> [WORK INSTRUCTIONS]: Reproduce every record exactly as given.

Stored dataset items:

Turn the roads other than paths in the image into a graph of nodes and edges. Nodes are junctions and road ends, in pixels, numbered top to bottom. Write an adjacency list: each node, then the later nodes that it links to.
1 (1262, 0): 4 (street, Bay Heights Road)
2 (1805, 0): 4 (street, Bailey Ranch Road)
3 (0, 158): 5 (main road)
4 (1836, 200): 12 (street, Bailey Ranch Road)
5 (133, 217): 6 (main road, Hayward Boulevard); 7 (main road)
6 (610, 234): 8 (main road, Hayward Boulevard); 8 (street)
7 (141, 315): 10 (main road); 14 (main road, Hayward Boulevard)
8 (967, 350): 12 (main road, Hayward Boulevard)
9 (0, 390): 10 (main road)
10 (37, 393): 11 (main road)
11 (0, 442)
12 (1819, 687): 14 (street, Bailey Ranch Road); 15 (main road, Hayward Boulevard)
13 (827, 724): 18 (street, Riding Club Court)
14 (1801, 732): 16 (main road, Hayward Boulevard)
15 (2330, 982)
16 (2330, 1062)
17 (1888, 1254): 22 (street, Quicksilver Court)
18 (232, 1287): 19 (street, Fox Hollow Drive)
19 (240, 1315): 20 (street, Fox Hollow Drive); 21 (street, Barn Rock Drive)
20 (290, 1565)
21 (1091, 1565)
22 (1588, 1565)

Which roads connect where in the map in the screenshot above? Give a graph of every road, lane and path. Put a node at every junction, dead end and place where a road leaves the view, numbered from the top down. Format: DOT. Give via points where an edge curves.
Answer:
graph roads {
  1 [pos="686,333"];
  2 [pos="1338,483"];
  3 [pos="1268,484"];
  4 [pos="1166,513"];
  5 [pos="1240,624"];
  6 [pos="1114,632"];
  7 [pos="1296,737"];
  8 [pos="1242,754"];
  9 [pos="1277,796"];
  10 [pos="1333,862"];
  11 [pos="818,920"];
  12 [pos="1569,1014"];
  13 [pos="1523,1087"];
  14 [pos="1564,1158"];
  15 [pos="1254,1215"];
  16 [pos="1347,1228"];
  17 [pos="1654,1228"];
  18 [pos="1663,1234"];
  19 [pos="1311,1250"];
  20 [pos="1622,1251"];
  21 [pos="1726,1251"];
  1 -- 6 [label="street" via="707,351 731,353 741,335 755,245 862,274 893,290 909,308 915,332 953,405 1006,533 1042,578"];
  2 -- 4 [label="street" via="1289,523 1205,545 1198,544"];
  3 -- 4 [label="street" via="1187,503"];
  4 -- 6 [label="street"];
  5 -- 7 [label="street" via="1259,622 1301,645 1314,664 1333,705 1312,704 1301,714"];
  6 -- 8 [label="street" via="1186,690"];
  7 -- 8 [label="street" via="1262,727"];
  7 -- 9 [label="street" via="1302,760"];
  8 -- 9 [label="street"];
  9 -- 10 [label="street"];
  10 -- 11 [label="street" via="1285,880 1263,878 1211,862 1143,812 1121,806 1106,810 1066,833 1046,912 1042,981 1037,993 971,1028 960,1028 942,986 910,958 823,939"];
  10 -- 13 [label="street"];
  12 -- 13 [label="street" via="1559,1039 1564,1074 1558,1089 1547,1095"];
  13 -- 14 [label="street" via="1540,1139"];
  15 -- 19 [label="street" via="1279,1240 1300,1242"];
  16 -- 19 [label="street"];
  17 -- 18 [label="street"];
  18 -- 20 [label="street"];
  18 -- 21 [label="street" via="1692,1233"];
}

> [PROBLEM SOLUTION]:
Turn the roads other than paths in the image into a graph of nodes and edges. Nodes are junctions and road ends, in pixels, numbered top to bottom. Write an adjacency list: each node, then the later nodes that it links to.
1 (1262, 0): 4 (street, Bay Heights Road)
2 (1805, 0): 4 (street, Bailey Ranch Road)
3 (0, 158): 5 (main road)
4 (1836, 200): 12 (street, Bailey Ranch Road)
5 (133, 217): 6 (main road, Hayward Boulevard); 7 (main road)
6 (610, 234): 8 (main road, Hayward Boulevard); 8 (street)
7 (141, 315): 10 (main road); 14 (main road, Hayward Boulevard)
8 (967, 350): 12 (main road, Hayward Boulevard)
9 (0, 390): 10 (main road)
10 (37, 393): 11 (main road)
11 (0, 442)
12 (1819, 687): 14 (street, Bailey Ranch Road); 15 (main road, Hayward Boulevard)
13 (827, 724): 18 (street, Riding Club Court)
14 (1801, 732): 16 (main road, Hayward Boulevard)
15 (2330, 982)
16 (2330, 1062)
17 (1888, 1254): 22 (street, Quicksilver Court)
18 (232, 1287): 19 (street, Fox Hollow Drive)
19 (240, 1315): 20 (street, Fox Hollow Drive); 21 (street, Barn Rock Drive)
20 (290, 1565)
21 (1091, 1565)
22 (1588, 1565)

Which roads connect where in the map in the screenshot above? Give a graph of every road, lane and path. Put a node at every junction, dead end and place where a road leaves the view, numbered from the top down. Format: DOT. Give via points where an edge curves.
Answer:
graph roads {
  1 [pos="686,333"];
  2 [pos="1338,483"];
  3 [pos="1268,484"];
  4 [pos="1166,513"];
  5 [pos="1240,624"];
  6 [pos="1114,632"];
  7 [pos="1296,737"];
  8 [pos="1242,754"];
  9 [pos="1277,796"];
  10 [pos="1333,862"];
  11 [pos="818,920"];
  12 [pos="1569,1014"];
  13 [pos="1523,1087"];
  14 [pos="1564,1158"];
  15 [pos="1254,1215"];
  16 [pos="1347,1228"];
  17 [pos="1654,1228"];
  18 [pos="1663,1234"];
  19 [pos="1311,1250"];
  20 [pos="1622,1251"];
  21 [pos="1726,1251"];
  1 -- 6 [label="street" via="707,351 731,353 741,335 755,245 862,274 893,290 909,308 915,332 953,405 1006,533 1042,578"];
  2 -- 4 [label="street" via="1289,523 1205,545 1198,544"];
  3 -- 4 [label="street" via="1187,503"];
  4 -- 6 [label="street"];
  5 -- 7 [label="street" via="1259,622 1301,645 1314,664 1333,705 1312,704 1301,714"];
  6 -- 8 [label="street" via="1186,690"];
  7 -- 8 [label="street" via="1262,727"];
  7 -- 9 [label="street" via="1302,760"];
  8 -- 9 [label="street"];
  9 -- 10 [label="street"];
  10 -- 11 [label="street" via="1285,880 1263,878 1211,862 1143,812 1121,806 1106,810 1066,833 1046,912 1042,981 1037,993 971,1028 960,1028 942,986 910,958 823,939"];
  10 -- 13 [label="street"];
  12 -- 13 [label="street" via="1559,1039 1564,1074 1558,1089 1547,1095"];
  13 -- 14 [label="street" via="1540,1139"];
  15 -- 19 [label="street" via="1279,1240 1300,1242"];
  16 -- 19 [label="street"];
  17 -- 18 [label="street"];
  18 -- 20 [label="street"];
  18 -- 21 [label="street" via="1692,1233"];
}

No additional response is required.